Job job = Job.getInstance(conf, "hotel-revenue");
We set our mapper, combiner, and reducer classes for the jobs. The use of the
Combiner
class is useful in optimizing the Hadoop job to be run; it performs
a local reduce operation before sending the data to the Reducer
class. It
uses the intermediate key-value pairs that are output by the mapper portion of
the job, which is then sent to the reducer. The benefit of this is it decreases
the volume of data sent. It's important to note that it does the same things as
the Reducer
class, but operates within the output of each mapper.
The map()
portion of MapReduceHadoop is responsible for processing the two
input files containing hotel reservation data. Each line of each input file is
passed in for processing [1].
We create our key in the map()
function according to the arrival month and
year because we want to associate revenue to a specific month and year.
String comp_key = arrival_mo + "-" + arrival_yr;
// output key
out_key.set(comp_key);
Parsing most of the data we need is pretty straightforward. Because the data
is in .csv
format, we can just fetch (and cast) the necessary data using an
array of String
s on each line in the input files:
String[] csv_input_fields = value.toString().split(",");
Then, we can parse each field according to its index in the comma-delimited line. For the purposes of the project, we extract the following information for every line in the input files:
- the month and year of the reservation
This will help us create our key.
- how many nights the reservation is for
- the average price per night per reservation
These two fields will help us calculate the cost of each reservation. In Java, we parse each field and convert it to an appropriate data type for further processing:
avg_price_per_room = Double.parseDouble(csv_input_fields[8]);
arrival_yr = Integer.parseInt(csv_input_fields[4]);
arrival_mo = Integer.parseInt(csv_input_fields[5]);
stays_in_weekend_nights = Integer.parseInt(csv_input_fields[1]);
stays_in_week_nights = Integer.parseInt(csv_input_fields[2]);
Both .csv
files contain data about the status of the reservation;
specifically, whether the reservation was fulfilled or not.
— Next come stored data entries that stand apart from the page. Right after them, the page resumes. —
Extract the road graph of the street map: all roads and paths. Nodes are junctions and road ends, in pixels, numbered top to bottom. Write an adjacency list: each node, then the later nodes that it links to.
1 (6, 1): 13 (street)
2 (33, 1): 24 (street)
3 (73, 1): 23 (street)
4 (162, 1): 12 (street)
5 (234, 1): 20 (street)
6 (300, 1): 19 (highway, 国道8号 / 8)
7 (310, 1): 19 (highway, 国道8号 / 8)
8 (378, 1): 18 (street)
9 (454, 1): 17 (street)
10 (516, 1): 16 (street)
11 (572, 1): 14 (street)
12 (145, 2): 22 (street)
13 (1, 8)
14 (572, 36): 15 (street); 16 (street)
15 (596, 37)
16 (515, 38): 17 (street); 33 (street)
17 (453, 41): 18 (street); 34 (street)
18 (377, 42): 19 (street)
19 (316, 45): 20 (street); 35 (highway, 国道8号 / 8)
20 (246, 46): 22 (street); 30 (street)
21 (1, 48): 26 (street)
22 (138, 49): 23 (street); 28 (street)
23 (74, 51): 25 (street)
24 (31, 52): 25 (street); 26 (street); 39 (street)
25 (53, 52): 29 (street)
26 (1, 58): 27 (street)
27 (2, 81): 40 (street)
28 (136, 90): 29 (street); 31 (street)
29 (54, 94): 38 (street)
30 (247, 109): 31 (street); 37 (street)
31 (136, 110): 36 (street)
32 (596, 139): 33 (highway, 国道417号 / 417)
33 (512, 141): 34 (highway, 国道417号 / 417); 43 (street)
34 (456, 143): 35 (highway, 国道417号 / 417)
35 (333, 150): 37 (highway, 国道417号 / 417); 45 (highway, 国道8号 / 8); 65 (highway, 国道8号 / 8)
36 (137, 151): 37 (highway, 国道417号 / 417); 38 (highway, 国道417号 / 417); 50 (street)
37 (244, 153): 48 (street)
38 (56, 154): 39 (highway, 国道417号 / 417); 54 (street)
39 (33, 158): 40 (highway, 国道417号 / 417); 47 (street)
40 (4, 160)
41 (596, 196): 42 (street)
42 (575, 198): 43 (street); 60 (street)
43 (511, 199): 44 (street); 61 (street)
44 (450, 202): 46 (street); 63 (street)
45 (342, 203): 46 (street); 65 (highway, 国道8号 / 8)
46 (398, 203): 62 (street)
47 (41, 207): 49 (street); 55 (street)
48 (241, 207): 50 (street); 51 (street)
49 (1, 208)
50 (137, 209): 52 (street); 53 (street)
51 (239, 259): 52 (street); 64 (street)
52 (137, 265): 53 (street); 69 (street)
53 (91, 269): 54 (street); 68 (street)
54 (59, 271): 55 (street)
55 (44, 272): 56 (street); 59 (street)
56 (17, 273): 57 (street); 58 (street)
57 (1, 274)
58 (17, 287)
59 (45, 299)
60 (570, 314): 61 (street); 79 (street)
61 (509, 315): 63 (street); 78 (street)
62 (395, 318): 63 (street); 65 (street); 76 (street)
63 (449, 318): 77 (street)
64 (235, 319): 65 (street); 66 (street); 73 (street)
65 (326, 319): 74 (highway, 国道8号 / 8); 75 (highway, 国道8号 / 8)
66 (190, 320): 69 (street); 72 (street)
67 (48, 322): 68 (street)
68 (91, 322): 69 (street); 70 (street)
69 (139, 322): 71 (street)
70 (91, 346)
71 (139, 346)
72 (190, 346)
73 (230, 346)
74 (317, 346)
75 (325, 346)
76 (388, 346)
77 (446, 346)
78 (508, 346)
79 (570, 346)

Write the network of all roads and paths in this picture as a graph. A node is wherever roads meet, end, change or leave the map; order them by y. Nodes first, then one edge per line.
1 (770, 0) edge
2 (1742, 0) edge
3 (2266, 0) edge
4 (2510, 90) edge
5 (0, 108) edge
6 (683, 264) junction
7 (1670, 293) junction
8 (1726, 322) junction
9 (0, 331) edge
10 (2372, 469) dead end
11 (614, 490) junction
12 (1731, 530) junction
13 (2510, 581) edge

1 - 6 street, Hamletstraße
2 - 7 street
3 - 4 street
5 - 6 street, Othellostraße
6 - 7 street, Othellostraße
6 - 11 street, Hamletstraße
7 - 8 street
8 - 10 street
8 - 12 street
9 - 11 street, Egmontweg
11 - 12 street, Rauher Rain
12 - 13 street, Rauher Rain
If it was canceled,
the revenue from this reservation should not be added to the total
revenue for a given month/year key. So, the map ()
function contains a check
for this field in both files, and if the reservation was canceled, it sets a
a revenue for a reservation room to 0. However, the data concerning the
reservation status in either input file is formatted differently, so we use
separate logic to handle either case. In customer-reservations.csv
, the
field is a string: "Canceled" vs. "Not_Canceled":
boolean canceled = csv_input_fields[9].equals("Canceled");
In hotel-booking,csv
, the field is an integer: 1
for canceled and 0
for
not canceled:
boolean canceled = Integer.parseInt(csv_input_fields[1]) == 1;
Mentioned above, the data in customer-reservations.csv
and
hotel-booking.csv
is formatted differently, so in our map()
function, we
need to convert some of this data so we can correctly create our keys before
sending them to be reduced and have their revenue data aggregated. Specifically,
the "arrival_month" field in hotel-booking.csv
is written in String format,
not in an integer format like customer-reservations.csv
. So, the code
contains a switch
statement to associate each "string" month with its integer
equivalent:
switch(csv_input_fields[4]) {
case "January":
arrival_mo = 1;
break;
case "February":
arrival_mo = 2;
break;
...
case "December":
arrival_mo = 12;
break;
}
Finally, we need to calculate the total cost of each reservation. We accomplish
this by adding up the total number of nights stayed (stays_in_weekend_nights
+
stays_in_week_nights
) and multiplying it by the average price of the room
(avg_price_per_room
):
total_cost = total_nights * avg_price_per_room;
The mapper will output this key along with the the total cost, and this data will be sent to the reducer.
out_key.set(comp_key);
out_value.set(total_cost);
context.write(out_key, out_value);
Within the Reducer
class, we pass the key-value pairs we created in map()
,
where the total cost of all the reservations are iterated over and applied to a
total_revenue
variable. This becomes the final value applied to each key
containing a month/year.
The reduce()
function takes each month-year composite key, and for each key,
iterates over its Double
values using a for-each loop [2]. They are then
aggregated to a total_revenue
variable. So, at the end of each loop, the
key will have a sum of all revenue associated with the current key. In total,
there will be a for-each loop for every month-year key created in the map()
function.
for (DoubleWritable value : values) {
total_revenue += value.get();
}
The key-value pairs are written to an output file where they are sorted by key:
1-2016 382496.53999999986
1-2018 293461.93999999994
10-2015 1152197.140000005
.
.
.
9-2018 777766.8400000002
note: these statistics are gathered from running the Hadoop job on my (Christopher's) machine.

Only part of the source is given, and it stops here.